ADDITIONAL PLASMA SAMPLES WITH GPIHBP1 AUTOANTIBODIES

Using ELISA analysis, we screened 130 samples obtained from patients with unexplained hypertriglyceridemia (several of whom had SLE or Sjögren’s syndrome) for GPIHBP1 autoantibodies (Fig. 3A). We also screened plasma samples obtained from 40 patients with SLE, half of whom were receiving immunosuppressive therapy. None of the 40 patients with SLE had either severe hypertriglyceridemia or GPIHBP1 autoantibodies. Of the 130 patients with unexplained hypertriglyceridemia, 124 were negative for GPIHBP1 autoantibodies and 6 were positive (above-mentioned Patients 38 and 101, along with Patients 102, 111, 157, and 164).

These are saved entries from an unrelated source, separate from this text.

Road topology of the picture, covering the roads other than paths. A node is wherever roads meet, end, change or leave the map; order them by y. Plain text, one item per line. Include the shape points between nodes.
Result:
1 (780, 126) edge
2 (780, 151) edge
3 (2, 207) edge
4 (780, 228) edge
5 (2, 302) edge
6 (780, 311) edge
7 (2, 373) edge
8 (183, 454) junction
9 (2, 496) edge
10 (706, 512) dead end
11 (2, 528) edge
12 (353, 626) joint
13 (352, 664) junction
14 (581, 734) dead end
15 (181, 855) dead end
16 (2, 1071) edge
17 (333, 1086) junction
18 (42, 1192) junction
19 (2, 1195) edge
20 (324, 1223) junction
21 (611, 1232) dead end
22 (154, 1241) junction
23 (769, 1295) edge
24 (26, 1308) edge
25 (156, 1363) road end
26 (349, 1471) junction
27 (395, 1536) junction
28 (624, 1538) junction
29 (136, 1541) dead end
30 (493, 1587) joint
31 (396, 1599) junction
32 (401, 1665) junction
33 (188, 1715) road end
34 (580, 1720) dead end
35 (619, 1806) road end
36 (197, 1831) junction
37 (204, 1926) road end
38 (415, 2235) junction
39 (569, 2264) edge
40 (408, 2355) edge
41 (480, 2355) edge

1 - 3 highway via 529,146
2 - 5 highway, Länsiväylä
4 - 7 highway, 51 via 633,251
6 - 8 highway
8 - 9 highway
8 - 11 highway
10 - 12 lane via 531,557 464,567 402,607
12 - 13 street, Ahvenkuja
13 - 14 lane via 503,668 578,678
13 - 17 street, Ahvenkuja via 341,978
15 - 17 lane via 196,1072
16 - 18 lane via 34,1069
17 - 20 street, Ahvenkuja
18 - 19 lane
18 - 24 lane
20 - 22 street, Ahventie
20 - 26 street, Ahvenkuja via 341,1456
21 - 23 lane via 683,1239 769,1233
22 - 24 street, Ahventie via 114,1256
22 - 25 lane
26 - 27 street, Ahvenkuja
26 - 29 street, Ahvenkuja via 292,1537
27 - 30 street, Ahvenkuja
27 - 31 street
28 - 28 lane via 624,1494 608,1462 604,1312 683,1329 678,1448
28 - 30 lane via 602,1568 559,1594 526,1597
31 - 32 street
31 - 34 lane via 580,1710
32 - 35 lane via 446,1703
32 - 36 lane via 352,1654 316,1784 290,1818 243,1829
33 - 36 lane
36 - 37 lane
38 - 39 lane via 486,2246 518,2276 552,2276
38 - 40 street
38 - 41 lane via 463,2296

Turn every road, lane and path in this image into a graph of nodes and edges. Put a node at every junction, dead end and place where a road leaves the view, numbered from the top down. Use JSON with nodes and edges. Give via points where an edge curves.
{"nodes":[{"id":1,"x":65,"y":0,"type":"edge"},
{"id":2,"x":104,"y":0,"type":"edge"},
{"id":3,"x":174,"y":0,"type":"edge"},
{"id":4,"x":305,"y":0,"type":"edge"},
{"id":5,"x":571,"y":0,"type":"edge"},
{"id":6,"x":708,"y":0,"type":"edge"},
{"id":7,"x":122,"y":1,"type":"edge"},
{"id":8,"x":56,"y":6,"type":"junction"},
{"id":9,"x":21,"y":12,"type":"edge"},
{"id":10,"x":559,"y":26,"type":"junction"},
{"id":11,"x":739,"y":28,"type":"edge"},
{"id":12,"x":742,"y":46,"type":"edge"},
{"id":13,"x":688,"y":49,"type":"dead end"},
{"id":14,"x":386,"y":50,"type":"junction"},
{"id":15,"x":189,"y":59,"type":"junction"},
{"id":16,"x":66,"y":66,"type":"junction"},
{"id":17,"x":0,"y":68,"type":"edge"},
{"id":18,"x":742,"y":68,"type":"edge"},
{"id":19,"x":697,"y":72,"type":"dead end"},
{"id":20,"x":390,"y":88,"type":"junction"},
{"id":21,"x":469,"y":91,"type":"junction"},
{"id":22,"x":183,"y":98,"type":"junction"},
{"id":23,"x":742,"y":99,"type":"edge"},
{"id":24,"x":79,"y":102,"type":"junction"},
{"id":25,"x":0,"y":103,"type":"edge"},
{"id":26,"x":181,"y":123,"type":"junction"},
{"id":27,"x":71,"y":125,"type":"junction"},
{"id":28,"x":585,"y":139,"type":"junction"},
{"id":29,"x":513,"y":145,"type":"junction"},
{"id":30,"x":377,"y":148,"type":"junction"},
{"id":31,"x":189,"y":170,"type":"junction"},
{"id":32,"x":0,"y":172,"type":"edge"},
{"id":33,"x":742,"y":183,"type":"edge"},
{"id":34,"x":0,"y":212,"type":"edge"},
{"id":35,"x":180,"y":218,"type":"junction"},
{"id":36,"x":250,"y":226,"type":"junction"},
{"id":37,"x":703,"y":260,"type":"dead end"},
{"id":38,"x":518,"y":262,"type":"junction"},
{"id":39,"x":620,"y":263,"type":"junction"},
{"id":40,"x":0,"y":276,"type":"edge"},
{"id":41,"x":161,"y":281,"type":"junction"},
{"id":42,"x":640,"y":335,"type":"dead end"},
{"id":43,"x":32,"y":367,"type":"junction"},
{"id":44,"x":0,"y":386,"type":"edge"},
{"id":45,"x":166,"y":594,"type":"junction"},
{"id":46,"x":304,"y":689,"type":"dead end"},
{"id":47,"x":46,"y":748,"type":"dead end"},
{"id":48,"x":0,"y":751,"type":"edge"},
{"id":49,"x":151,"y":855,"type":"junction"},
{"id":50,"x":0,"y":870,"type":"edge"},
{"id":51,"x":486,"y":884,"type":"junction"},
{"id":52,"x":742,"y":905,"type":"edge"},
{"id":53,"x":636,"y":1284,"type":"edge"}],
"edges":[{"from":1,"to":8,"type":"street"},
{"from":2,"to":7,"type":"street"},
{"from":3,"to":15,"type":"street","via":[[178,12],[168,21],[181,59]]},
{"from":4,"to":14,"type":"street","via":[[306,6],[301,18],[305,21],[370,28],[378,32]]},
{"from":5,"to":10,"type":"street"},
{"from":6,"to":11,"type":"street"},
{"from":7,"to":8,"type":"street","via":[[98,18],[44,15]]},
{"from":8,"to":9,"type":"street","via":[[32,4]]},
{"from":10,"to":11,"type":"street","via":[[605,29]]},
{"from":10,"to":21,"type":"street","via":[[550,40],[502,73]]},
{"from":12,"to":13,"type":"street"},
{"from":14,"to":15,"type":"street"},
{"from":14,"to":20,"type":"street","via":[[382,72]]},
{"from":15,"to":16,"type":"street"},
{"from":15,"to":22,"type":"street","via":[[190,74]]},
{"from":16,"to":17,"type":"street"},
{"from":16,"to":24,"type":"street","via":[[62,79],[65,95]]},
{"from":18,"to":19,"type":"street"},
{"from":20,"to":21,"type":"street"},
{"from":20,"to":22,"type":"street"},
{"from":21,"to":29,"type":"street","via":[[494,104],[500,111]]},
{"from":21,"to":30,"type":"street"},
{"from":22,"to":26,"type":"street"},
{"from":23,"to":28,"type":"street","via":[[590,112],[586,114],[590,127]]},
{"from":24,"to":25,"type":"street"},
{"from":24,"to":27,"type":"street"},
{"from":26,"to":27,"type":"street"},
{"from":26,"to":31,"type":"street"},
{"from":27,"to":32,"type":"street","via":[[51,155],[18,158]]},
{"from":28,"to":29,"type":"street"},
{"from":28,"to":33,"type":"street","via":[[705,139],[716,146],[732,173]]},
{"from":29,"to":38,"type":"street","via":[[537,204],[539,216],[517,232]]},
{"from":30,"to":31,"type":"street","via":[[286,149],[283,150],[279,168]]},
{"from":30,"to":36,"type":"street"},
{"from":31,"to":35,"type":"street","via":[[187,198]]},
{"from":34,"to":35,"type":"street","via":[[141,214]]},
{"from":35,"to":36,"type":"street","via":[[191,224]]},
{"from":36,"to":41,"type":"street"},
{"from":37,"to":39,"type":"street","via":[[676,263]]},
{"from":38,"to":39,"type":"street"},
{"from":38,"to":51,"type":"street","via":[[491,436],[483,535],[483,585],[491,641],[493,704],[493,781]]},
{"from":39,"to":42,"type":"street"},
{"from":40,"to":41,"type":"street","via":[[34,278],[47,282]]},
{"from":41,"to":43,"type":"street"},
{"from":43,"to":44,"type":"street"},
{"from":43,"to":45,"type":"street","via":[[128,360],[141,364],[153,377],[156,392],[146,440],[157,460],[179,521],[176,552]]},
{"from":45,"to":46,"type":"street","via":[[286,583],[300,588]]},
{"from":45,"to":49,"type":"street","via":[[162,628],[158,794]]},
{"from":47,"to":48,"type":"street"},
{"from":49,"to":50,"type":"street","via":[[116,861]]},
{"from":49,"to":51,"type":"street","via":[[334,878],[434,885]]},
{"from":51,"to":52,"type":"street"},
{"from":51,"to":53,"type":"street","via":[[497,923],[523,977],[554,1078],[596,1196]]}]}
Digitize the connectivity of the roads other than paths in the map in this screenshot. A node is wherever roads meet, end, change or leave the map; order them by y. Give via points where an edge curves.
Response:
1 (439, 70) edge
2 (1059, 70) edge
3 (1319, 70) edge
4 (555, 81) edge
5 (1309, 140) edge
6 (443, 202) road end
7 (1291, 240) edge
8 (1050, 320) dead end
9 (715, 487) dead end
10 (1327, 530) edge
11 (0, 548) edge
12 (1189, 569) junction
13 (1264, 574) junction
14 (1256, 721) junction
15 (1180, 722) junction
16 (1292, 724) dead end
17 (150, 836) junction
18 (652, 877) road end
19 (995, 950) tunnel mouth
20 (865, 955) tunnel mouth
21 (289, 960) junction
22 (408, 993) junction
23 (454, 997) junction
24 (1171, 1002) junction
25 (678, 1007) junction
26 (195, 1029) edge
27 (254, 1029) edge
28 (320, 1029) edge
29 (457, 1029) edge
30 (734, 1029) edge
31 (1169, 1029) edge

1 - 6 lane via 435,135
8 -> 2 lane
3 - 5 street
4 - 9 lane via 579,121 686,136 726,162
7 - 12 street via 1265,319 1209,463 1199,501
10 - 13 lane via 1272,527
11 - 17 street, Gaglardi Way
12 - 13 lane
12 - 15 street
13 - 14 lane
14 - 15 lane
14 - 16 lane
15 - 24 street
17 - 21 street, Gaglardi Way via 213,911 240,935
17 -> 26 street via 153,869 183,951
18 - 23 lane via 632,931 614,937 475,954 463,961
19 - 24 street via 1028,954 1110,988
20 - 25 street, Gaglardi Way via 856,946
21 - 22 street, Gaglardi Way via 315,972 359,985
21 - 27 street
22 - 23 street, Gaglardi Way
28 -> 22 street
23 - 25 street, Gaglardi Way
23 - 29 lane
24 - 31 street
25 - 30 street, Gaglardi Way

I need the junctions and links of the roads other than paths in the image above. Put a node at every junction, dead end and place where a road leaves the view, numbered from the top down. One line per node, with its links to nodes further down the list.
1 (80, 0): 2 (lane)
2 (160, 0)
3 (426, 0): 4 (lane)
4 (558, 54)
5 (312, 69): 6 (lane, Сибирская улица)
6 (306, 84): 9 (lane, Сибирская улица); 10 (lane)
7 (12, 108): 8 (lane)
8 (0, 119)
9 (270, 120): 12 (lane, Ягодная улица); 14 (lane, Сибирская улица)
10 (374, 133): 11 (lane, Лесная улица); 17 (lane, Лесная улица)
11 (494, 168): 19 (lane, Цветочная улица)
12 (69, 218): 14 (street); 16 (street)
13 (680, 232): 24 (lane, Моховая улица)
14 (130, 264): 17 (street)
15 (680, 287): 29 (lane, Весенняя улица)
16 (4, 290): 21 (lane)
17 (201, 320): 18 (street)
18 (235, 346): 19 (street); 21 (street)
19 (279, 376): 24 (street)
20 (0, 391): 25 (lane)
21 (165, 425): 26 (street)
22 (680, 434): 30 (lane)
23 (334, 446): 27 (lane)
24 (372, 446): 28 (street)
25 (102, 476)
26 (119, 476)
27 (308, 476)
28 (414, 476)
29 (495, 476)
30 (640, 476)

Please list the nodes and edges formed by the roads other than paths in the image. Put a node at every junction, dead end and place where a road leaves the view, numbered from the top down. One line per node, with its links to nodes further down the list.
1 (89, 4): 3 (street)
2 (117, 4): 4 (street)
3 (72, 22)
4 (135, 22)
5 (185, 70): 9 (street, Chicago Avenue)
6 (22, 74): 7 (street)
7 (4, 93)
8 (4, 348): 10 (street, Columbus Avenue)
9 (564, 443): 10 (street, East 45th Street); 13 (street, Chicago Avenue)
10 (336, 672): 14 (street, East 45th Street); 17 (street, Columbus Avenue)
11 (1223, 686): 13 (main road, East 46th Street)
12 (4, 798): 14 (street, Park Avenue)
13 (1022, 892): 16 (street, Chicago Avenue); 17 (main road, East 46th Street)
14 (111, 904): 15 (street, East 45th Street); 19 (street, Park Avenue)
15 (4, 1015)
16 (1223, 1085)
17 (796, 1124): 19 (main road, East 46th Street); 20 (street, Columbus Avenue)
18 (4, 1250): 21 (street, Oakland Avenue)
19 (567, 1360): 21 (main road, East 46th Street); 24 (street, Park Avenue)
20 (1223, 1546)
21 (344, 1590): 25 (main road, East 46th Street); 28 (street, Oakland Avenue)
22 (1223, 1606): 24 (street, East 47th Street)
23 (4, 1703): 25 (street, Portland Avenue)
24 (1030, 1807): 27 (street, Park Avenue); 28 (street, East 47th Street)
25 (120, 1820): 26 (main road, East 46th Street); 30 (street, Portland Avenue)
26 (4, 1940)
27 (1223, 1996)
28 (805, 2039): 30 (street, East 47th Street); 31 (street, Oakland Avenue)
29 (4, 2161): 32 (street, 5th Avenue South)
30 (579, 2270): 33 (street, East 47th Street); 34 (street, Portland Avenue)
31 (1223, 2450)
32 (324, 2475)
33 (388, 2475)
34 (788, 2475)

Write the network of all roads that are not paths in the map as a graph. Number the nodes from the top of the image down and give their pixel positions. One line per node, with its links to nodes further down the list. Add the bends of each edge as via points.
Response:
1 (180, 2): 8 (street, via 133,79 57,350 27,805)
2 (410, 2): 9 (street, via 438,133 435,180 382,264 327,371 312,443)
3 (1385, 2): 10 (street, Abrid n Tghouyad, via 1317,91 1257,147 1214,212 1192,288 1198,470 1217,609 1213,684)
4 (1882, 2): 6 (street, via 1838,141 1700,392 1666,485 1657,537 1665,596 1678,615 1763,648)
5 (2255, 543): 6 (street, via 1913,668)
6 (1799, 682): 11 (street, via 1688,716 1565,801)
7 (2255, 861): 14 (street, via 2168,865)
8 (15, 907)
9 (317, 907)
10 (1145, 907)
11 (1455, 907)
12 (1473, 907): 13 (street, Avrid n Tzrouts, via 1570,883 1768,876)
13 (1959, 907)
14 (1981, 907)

Figure 3. Identification of Four Additional Plasma Samples with GPIHBP1 Autoantibodies.

Figure 3

Panel A summarizes the plasma samples screened for GPIHBP1 autoantibodies in 202 deidentified archived plasma samples from lipid clinics or a rheumatology clinic in which patients with systemic lupus erythematosus (SLE) were being treated. Forty patients with SLE, half of whom were receiving immunosuppressive therapy, were included; 10 of those patients had plasma triglyceride levels ranging from 350 to 750 mg per deciliter (4.0 to 8.5 mmol per liter). The 162 patients from various lipid clinics included 130 patients who had hypertriglyceridemia with no known genetic cause, 23 patients who had hypertriglyceridemia and a mutation in GPIHBP1 or LPL, and 9 controls. (Details are provided in Table S1 in the Supplementary Appendix.) Panel B shows Western blot analysis demonstrating that the immunoglobulins in plasma samples obtained from Patients 102, 157, 111, and 164 (containing 20 AU of GPIHBP1 autoantibody per milliliter) bind preferentially to nonreduced human GPIHBP1. The lower panels show the same blots incubated with the human GPIHBP1–specific monoclonal antibody RF4 (4 μg per milliliter). The monoclonal antibody RF4, which binds to reduced and nonreduced forms of GPIHBP1 and to GPIHBP1 multimers, was used as a loading control. The control culture medium was obtained from S2 cells that do not express human GPIHBP1. Panel C shows the results from ELISA analyses revealing that the immunoglobulin (IgG) in plasma samples obtained from Patients 38, 101, 102, 103, 111, 157, and 164 bind to wells of an ELISA plate coated with purified human GPIHBP1 but not to wells coated with other human Ly6 proteins (CD177, C4.4A, and CD59) (see Methods Section S4 in the Supplementary Appendix). The dilution was 1:12,500 for the sample obtained from Patient 102 and 1:500 for the other samples. A control plasma sample did not bind to any of the Ly6 proteins. The optical density (OD) was measured at a wavelength of 450 nm. Panel D shows Western blot analysis (performed with the use of monoclonal antibody R2416) of purified Ly6 proteins (CD177, C4.4A, GPIHBP1, and CD59) that had been fractionated according to size by means of SDS-PAGE. All four proteins had an amino-terminal urokinase-type plasminogen activator receptor (uPAR) tag that could be detected with monoclonal antibody R24. This Western blot analysis documents that similar amounts of all four Ly6 proteins were used to coat 96-well plates for the ELISA analysis shown in Panel C.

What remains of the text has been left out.